Zorbalık da dahil herkes ve her şeyde ilerleme
Siber zorbalıkla karşılaşılan alanlar yıllar içinde gelişti ve teknolojik yeniliklerin hızı arttıkça siber zorbalık için farklı ve çeşitli alanlar ortaya çıktı. İlk proto-siber zorbalık vakaları telefon görüşmeleri ya da nefret dolu kısa mesajlar olabilir ve bunlar çevrimiçi mesajlaşma platformları aracılığıyla farklı şeye dönüştü. Dikkat çeken ilk gerçek siber zorbalık vakası 2007 yılında ABD’de, 13 yaşındaki Megan Meier’in komşularının kendisini taciz etmek için sahte bir Myspace profili oluşturmasının ardından intihar etmesiyle yaşandı. Instagram, Snapchat, Discord, Reddit, Twitter ve Facebook gibi sosyal medya sitelerinin yaygınlığı nedeniyle insanlar siber zorbalık tehdidine giderek daha fazla maruz kalıyor.
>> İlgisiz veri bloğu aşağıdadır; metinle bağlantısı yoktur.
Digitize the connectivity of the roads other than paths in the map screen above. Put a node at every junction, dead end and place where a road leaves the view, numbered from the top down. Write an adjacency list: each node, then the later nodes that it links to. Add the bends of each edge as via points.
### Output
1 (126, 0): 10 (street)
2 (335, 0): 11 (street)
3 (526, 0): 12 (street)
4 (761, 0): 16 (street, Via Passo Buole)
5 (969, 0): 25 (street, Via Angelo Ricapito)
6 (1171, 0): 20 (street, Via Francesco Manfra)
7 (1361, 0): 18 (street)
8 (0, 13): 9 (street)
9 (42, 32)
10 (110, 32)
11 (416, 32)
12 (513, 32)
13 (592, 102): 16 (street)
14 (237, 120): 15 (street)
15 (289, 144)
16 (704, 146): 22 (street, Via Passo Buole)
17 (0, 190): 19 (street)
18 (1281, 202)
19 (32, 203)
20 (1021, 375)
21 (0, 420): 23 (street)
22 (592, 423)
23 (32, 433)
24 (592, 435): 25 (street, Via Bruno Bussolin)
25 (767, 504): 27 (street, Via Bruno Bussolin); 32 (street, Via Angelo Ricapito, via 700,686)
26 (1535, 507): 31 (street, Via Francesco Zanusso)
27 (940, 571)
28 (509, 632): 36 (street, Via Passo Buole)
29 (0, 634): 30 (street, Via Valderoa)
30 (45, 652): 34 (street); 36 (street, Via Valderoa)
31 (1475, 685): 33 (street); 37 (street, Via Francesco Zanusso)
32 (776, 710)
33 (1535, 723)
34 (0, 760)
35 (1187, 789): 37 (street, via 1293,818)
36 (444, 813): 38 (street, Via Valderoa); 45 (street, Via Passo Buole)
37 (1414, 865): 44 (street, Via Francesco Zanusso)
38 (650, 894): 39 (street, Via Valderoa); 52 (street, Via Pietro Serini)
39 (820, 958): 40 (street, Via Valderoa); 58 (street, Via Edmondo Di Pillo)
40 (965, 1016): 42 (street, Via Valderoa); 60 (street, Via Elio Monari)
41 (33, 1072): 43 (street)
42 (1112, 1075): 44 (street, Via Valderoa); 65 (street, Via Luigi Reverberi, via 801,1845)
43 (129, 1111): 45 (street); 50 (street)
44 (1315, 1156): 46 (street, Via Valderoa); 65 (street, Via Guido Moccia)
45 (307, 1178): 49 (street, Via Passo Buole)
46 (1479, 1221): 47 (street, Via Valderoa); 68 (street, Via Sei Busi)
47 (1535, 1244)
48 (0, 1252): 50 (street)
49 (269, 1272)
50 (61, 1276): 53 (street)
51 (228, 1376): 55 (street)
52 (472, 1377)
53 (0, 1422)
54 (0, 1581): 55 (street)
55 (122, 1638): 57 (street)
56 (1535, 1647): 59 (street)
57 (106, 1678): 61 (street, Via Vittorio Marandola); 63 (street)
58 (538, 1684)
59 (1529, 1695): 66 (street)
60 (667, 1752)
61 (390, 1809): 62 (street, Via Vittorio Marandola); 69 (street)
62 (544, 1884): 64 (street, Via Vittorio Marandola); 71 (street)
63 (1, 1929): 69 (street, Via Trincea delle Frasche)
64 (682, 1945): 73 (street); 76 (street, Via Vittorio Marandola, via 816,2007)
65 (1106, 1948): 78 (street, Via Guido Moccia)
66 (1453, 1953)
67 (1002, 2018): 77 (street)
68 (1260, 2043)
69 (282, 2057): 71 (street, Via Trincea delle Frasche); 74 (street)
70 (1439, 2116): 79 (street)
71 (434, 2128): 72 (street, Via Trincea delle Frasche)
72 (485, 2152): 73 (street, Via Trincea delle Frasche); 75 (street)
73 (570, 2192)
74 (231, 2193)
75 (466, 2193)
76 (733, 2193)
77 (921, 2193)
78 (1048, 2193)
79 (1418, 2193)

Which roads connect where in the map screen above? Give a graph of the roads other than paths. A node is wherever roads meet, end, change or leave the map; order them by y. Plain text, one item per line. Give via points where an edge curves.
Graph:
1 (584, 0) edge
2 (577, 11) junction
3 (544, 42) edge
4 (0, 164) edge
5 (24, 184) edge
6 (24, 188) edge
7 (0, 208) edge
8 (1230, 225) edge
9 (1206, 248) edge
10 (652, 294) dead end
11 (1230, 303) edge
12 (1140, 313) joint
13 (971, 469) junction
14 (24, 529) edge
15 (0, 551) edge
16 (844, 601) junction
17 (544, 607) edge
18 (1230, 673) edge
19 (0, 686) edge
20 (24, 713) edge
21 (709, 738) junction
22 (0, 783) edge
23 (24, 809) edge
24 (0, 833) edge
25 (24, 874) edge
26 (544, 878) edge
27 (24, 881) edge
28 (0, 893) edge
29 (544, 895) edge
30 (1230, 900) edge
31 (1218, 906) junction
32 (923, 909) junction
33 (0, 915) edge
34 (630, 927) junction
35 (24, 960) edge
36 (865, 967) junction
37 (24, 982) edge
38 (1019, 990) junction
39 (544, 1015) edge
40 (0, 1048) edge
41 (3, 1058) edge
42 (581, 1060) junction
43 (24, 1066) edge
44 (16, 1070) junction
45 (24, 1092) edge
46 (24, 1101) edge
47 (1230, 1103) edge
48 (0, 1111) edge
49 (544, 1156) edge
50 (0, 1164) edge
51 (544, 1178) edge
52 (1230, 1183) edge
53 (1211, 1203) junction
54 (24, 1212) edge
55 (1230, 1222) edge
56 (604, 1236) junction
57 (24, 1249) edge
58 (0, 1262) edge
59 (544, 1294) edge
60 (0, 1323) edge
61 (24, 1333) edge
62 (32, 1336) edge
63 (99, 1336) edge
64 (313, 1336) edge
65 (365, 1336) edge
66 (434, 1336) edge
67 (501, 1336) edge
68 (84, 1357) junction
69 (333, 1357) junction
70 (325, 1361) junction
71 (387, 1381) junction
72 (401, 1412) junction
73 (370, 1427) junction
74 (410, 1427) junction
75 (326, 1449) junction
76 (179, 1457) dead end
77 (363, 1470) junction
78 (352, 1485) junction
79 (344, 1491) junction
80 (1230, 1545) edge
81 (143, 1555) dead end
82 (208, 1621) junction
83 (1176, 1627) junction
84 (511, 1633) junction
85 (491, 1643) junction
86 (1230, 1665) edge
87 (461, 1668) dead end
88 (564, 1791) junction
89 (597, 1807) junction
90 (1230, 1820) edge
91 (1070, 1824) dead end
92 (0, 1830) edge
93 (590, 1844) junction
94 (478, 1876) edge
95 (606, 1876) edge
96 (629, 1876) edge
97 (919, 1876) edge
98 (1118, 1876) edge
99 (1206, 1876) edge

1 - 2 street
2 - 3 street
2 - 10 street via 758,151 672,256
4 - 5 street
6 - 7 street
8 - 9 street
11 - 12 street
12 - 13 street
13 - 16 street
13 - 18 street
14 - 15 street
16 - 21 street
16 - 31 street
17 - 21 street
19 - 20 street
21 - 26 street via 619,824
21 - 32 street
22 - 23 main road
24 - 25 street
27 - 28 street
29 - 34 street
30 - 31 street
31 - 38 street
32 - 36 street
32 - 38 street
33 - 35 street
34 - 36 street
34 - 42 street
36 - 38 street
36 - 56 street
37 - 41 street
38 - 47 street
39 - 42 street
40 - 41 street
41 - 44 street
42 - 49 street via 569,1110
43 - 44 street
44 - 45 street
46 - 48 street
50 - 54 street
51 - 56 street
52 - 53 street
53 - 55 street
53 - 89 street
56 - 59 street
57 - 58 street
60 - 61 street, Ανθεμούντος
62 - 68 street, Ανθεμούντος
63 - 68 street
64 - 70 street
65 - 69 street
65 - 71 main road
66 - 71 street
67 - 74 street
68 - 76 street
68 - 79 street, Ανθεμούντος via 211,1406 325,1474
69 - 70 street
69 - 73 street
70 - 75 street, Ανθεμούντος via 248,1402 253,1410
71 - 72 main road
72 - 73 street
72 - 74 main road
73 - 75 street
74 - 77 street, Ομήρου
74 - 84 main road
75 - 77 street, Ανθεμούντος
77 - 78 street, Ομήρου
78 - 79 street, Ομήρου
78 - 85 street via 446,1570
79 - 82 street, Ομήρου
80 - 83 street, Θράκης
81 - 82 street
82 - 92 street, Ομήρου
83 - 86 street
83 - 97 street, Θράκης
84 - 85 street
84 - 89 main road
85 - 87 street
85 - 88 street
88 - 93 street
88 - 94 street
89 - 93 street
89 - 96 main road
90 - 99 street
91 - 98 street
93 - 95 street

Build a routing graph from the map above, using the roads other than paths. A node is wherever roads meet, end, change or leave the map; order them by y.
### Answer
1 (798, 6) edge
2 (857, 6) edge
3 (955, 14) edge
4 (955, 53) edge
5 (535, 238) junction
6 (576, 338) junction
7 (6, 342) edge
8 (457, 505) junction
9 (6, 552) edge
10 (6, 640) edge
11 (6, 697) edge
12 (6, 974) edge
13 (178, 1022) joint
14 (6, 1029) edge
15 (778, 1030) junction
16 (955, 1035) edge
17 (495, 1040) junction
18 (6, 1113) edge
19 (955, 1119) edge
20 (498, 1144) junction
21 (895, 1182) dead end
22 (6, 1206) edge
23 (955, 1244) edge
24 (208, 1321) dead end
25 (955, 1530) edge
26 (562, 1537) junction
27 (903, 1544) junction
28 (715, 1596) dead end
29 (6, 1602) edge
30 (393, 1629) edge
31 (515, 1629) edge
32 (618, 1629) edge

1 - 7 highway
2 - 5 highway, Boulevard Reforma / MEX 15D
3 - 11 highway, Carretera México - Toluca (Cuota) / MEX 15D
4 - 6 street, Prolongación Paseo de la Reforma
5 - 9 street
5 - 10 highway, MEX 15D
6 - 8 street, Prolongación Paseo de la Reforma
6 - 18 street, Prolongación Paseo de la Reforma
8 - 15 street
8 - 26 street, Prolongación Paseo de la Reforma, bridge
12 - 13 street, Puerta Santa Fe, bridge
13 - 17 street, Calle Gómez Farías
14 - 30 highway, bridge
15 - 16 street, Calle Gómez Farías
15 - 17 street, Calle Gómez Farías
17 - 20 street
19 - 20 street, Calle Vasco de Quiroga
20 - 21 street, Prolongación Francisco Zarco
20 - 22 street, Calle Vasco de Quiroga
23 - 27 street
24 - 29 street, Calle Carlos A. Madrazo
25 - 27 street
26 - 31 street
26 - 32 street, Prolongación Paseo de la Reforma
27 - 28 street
Tıpkı cep telefonu mesajlarından çevrimiçi mesajlara geçtiğimiz gibi, zorbalığın biçimleri de değişti; fotoğraflar ve videolar insanlara kötü davranmak için kullanılıyor, mahremiyet ve kişisel güvenlik alanları giderek azalıyor. 2018 yılında yapılan bir araştırma, siber zorbalığa maruz kalan gençlerin intihara teşebbüs etme ya da kendilerine zarar verme olasılıklarının, bu zorbalıkla karşılaşmayan akranlarına göre iki kat daha fazla olduğunu ortaya koyuyor.
Okulda veya internette tolerans olmamalı
Çevrimiçi taciz ve zorbalığı hedef alan yasaların geliştirilmesinin de işaret ettiği gibi, bu tür davranışlara karşı sıfır tolerans vardır ve her zaman da olmalıdır.
Ne yapılabilir? ESET Türkiye Ürün ve Pazarlama Müdürü Can Erginkurban bu konu ile ilgili şu önerilerde bulundu:
Ebeveynler daha fazla destekleyici ve anlayışlı olmalı, çocuklarında herhangi bir rahatsızlık belirtisi veya davranış değişikliği fark ettiklerinde onlarla daha fazla iletişim kurmalıdır. Mümkün olduğunca çok kanıt toplamaya çalışmalı ve siber zorbalık olaylarını platform yöneticilerine, okul yöneticilerine (gerekirse) ve polise bildirmelidir. Ayrıca, ruhsal durumlarında uzun süren etkiler yaratabileceği için, siber zorbalıktan etkilenen kişiler için profesyonel yardım düşünülebilir.